BEGIN Records provided

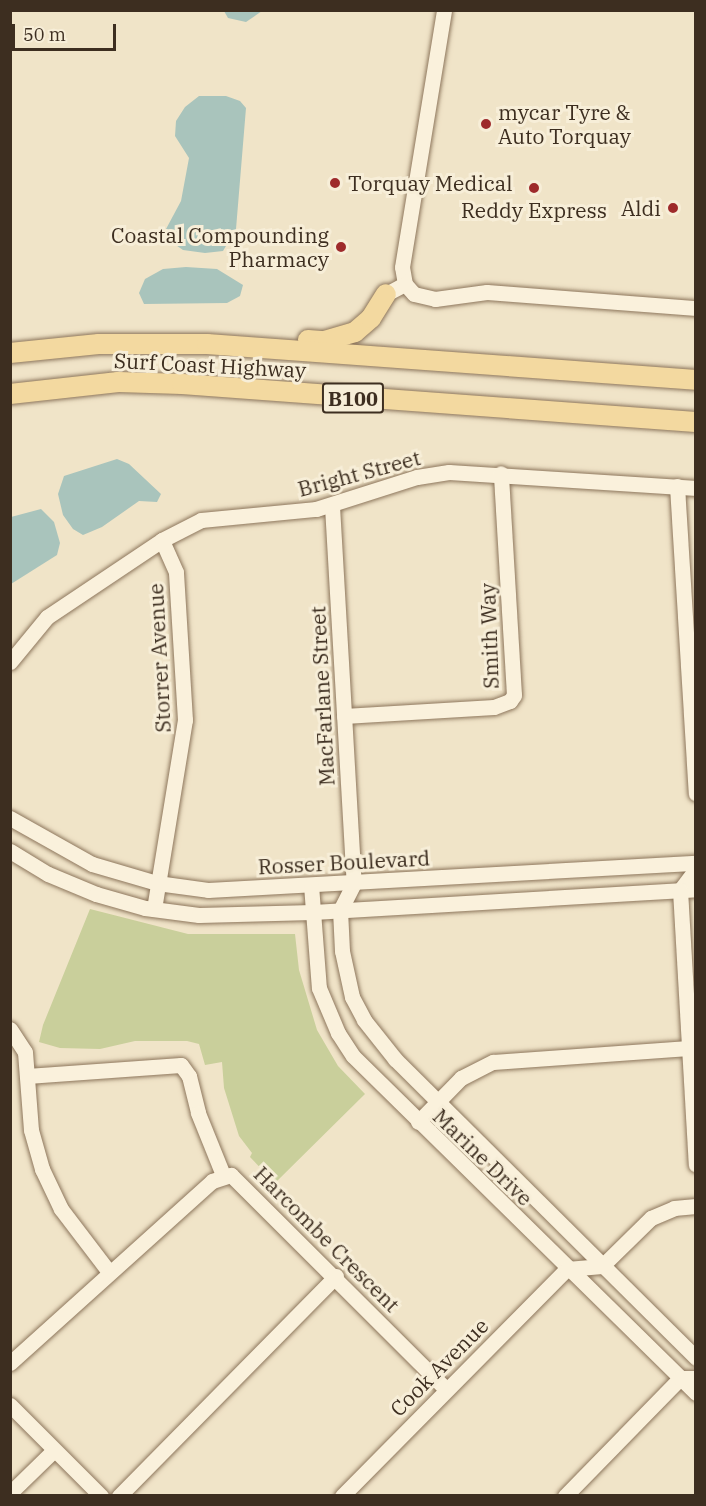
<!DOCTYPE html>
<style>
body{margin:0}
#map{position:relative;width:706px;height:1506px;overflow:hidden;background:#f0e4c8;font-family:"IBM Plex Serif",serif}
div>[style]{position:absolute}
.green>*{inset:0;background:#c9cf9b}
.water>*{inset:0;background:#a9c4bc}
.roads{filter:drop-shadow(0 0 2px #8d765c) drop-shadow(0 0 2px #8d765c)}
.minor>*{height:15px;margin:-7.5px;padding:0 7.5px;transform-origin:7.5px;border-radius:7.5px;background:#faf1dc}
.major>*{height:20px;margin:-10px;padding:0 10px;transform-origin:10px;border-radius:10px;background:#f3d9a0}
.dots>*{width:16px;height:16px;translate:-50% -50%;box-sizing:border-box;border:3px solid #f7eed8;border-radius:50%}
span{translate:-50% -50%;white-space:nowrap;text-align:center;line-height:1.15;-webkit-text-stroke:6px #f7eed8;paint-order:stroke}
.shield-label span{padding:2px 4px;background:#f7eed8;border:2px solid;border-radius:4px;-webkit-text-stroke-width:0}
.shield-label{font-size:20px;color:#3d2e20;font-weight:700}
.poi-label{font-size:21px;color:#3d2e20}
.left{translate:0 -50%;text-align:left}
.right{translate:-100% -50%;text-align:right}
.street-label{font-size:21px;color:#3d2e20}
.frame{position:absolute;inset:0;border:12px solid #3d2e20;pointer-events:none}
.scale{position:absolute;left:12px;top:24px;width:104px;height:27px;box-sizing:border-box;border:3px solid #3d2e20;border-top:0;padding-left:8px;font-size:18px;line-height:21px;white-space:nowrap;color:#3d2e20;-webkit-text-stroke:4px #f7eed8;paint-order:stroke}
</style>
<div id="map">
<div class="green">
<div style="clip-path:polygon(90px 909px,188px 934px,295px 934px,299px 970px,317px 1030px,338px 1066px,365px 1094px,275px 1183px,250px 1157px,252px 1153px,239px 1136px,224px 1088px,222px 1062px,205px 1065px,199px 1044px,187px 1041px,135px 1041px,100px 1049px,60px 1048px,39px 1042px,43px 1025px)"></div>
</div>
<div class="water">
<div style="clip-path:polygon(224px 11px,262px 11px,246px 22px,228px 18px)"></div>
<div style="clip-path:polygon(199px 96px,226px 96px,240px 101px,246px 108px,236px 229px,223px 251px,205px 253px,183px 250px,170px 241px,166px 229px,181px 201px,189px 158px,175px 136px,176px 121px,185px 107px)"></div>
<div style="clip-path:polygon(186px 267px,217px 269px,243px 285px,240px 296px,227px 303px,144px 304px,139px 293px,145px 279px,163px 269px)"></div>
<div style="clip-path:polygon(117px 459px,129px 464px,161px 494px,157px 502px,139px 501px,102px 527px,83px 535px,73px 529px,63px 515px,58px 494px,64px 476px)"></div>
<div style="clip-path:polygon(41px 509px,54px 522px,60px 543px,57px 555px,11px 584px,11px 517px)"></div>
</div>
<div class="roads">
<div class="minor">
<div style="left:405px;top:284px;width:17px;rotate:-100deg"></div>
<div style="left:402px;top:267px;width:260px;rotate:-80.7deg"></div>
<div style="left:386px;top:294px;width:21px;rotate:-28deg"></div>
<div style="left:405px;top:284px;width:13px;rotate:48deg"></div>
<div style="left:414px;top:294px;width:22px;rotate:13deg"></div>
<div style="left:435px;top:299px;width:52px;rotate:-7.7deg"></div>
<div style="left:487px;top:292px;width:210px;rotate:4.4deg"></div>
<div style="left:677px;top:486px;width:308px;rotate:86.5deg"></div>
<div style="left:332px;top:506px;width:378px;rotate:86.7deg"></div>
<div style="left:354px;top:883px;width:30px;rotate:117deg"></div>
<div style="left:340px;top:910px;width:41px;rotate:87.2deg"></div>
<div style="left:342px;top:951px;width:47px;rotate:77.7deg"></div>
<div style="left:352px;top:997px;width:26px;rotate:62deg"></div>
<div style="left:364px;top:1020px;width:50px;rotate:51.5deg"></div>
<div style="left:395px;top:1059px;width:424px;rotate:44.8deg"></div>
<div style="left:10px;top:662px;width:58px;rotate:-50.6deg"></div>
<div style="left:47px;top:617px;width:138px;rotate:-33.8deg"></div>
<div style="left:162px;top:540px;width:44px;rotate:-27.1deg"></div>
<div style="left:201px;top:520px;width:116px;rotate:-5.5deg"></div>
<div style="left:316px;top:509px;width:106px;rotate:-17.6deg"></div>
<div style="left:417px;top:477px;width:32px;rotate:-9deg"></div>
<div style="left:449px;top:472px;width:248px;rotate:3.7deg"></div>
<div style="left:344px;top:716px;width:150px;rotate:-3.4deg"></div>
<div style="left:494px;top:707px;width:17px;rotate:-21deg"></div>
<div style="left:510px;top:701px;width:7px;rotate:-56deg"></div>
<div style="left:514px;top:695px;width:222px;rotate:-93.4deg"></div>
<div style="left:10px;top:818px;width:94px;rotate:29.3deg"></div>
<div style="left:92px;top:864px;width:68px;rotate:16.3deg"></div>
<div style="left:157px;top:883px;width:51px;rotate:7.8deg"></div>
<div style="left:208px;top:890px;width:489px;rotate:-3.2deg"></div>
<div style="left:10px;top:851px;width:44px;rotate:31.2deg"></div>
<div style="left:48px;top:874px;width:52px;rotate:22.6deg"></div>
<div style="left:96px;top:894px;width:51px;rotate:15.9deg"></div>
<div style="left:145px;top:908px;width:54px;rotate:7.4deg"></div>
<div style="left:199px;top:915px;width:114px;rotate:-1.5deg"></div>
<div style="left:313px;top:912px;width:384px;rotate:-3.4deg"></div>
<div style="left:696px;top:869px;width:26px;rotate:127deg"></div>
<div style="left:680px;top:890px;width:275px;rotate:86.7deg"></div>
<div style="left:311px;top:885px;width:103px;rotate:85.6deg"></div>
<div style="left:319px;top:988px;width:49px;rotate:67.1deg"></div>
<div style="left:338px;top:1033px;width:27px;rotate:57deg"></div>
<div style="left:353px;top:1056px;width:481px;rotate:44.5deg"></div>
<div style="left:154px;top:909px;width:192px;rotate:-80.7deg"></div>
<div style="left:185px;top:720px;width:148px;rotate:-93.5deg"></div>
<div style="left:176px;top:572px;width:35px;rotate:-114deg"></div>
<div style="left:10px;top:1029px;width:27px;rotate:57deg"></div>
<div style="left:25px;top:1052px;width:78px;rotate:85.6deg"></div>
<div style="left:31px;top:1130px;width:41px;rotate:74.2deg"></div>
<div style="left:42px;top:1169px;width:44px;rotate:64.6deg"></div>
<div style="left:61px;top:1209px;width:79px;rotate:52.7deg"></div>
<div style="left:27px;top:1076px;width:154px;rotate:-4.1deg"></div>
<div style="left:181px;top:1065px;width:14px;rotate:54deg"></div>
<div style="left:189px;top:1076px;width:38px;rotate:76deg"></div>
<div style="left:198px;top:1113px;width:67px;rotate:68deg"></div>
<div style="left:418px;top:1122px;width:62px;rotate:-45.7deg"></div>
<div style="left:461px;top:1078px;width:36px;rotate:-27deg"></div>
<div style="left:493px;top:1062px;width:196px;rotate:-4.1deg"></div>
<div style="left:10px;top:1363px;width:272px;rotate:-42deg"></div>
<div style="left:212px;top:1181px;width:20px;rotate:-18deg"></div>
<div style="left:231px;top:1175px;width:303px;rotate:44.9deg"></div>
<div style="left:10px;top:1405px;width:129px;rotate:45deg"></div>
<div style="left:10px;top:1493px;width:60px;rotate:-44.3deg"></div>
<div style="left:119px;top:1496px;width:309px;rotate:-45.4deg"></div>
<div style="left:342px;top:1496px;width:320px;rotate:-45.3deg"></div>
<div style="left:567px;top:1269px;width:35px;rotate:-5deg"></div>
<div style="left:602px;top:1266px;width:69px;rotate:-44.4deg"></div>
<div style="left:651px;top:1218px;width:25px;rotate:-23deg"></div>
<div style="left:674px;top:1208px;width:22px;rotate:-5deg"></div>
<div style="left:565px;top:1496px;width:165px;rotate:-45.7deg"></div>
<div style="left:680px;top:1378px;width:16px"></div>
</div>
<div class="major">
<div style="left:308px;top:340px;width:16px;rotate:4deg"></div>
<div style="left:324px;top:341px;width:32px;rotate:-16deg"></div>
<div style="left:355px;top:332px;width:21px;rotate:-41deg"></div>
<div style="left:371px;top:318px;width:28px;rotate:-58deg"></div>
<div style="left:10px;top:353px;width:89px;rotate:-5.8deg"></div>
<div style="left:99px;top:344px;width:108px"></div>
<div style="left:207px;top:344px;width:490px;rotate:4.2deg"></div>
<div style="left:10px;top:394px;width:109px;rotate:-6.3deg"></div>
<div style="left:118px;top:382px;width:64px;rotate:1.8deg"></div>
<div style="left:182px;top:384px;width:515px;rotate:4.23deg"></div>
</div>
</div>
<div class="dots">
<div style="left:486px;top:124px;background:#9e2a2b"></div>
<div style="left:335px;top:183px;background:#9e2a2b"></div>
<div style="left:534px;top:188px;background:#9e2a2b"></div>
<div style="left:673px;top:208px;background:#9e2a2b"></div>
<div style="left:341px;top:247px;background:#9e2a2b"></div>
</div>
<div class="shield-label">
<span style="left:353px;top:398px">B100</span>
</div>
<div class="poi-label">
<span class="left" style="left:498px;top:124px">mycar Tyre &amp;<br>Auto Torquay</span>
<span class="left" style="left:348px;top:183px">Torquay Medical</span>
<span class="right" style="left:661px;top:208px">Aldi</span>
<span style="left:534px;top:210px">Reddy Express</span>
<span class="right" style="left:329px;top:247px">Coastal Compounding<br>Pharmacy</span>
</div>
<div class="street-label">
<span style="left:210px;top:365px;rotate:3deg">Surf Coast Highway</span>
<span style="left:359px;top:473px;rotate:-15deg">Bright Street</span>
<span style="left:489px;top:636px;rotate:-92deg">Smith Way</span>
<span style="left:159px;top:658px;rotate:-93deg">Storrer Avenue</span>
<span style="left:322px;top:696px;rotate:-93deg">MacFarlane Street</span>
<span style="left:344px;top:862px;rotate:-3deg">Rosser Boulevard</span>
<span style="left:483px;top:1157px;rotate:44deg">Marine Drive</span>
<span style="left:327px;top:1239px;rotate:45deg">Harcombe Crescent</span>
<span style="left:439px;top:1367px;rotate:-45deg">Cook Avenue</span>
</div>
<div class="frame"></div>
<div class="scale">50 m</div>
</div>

END Records provided

Return every line from the entries that holds the string "roads".

.roads{filter:drop-shadow(0 0 2px #8d765c) drop-shadow(0 0 2px #8d765c)}
<div class="roads">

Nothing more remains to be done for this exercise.